Since C99 we now have macros with variable length argument lists. These can be used to interface functions that obtain a length parameter and an array of type T and that then are much easier to use on the calling side. Suppose that we have a function varArrFunc and a macro varListMacro as follows (for and explanation of the implementation see below)

   #define P99_CALL_VA_ARG(NAME, TYPE, ...)  (NAME(P99_NARG(__VA_ARG__), (TYPE[]){ __VA_ARG__ }))

   void varArrFunc(size_t len, T* A);
   #define varListMacro(...)  P99_CALL_VA_ARG(varArrFunc, T,  __VA_ARG__ )

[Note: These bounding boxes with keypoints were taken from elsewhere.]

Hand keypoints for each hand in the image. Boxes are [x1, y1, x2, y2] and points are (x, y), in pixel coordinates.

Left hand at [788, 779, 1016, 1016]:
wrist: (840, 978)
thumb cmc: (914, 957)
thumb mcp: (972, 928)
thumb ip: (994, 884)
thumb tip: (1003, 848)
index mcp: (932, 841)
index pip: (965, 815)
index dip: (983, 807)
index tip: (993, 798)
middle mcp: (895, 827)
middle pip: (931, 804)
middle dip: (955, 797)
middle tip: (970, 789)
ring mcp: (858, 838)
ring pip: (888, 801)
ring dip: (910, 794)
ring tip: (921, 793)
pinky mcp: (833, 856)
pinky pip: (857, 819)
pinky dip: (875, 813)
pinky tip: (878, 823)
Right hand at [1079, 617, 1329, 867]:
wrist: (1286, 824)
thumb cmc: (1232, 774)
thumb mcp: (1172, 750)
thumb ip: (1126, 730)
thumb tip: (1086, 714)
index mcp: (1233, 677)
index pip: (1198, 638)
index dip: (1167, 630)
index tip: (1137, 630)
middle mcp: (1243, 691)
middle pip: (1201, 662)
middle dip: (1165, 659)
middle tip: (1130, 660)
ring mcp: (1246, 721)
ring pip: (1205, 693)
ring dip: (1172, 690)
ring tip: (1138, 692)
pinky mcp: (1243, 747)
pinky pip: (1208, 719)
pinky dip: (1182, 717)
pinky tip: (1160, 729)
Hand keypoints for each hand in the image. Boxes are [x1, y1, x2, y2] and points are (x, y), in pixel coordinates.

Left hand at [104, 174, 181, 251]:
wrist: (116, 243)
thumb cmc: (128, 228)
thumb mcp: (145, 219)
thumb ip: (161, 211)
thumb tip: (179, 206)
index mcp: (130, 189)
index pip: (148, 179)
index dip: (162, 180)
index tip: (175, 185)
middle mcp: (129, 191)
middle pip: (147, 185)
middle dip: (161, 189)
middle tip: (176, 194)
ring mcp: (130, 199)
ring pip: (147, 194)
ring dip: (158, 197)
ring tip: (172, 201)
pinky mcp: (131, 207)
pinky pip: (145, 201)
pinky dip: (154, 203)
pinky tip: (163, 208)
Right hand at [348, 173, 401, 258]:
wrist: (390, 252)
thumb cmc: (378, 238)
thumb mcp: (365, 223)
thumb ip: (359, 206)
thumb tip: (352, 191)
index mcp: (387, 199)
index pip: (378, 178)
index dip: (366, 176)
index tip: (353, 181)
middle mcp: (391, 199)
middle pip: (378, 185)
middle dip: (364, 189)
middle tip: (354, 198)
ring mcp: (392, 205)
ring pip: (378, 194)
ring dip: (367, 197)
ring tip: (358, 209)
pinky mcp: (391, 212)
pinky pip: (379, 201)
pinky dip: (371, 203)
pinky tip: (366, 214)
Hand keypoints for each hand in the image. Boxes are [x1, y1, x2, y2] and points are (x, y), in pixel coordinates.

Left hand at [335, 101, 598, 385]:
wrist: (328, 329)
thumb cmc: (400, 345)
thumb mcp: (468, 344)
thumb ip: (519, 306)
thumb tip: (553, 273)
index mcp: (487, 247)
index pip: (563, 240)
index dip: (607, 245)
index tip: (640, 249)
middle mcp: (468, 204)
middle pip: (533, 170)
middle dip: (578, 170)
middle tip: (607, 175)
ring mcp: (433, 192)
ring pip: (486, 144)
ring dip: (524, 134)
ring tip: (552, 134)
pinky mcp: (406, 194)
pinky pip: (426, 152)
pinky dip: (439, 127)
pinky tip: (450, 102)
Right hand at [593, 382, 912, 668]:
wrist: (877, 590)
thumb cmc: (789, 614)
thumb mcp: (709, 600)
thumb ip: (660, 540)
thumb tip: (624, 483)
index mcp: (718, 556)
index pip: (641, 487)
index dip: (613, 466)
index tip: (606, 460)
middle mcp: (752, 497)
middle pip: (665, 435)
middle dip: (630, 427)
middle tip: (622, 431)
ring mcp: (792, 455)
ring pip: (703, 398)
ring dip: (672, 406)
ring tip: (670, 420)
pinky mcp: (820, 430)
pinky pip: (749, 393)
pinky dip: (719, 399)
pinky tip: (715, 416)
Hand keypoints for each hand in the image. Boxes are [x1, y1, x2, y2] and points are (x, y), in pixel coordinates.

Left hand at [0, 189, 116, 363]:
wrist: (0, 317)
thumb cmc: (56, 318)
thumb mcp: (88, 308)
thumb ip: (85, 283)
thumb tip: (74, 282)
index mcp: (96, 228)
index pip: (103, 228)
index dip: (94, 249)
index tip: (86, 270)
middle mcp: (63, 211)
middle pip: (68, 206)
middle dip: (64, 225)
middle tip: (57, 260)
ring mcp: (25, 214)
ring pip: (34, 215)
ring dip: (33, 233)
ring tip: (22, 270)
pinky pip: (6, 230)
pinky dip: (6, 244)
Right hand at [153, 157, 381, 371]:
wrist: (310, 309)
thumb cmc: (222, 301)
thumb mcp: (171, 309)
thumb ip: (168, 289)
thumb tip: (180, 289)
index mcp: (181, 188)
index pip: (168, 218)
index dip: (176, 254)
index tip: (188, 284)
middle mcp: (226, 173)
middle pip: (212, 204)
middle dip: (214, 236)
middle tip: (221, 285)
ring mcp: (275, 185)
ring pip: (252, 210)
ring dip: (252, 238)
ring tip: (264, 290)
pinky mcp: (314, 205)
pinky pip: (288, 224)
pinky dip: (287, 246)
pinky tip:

Such a macro/function pair may then just be called as varListMacro(78, 7, 9, 99) or varListMacro("a", "toto"), if for the first example we assume that T is compatible with int or for the second that it is with char*. As we can see this avoids both pitfalls

  • There is no need to have a calling side convention to handle the length of the argument list.
  • All argument conversion is to a type T that we specify clearly in the definition of varListMacro. If e.g we specify T to be uint64_t we will always know which value the function varArrFunc will see if we feed in (signed char)-1 as an argument.

How does this work? First we need a macro P99_NARG(...) that provides us with the number of arguments that it receives. We showed how to implement such a macro in a earlier post. Then in its second part the macro P99_CALL_VA_ARG uses a compound literal to pass an array of base type T with our arguments as initial values to the function varArrFunc.

Such an implementation is at least as efficient as would be an implementation of varArrFunc itself as a variadic function.

  • The length of the array is computed at compile time. It is known there, so the information should not get lost.
  • As for the variadic function approach at run time each individual argument is only evaluated once.
  • Where the variadic function approach would implement the argument list on the stack of the callee, here the array is implemented on the stack of the caller. In any case it is on the stack. For any of the calling conventions that we mentioned above we would either need an extra terminating argument or an extra parameter, so our use of a length parameter to varArrFunc is as efficient as that.
  • As an extra bonus, the call to varArrFunc may even be inlined, if we specify it with inline. This then may lead to optimizations that generally are more difficult to achieve for the variadic function approach:
    • The handling the array A of parameters inside varArrFunc will usually be done with a simple for-loop.
    • This loop then has known bounds for each call and the compiler may do loop unrolling
    • Once unrolled, the compiler might even avoid the whole generation of the array and use the parameter expressions directly.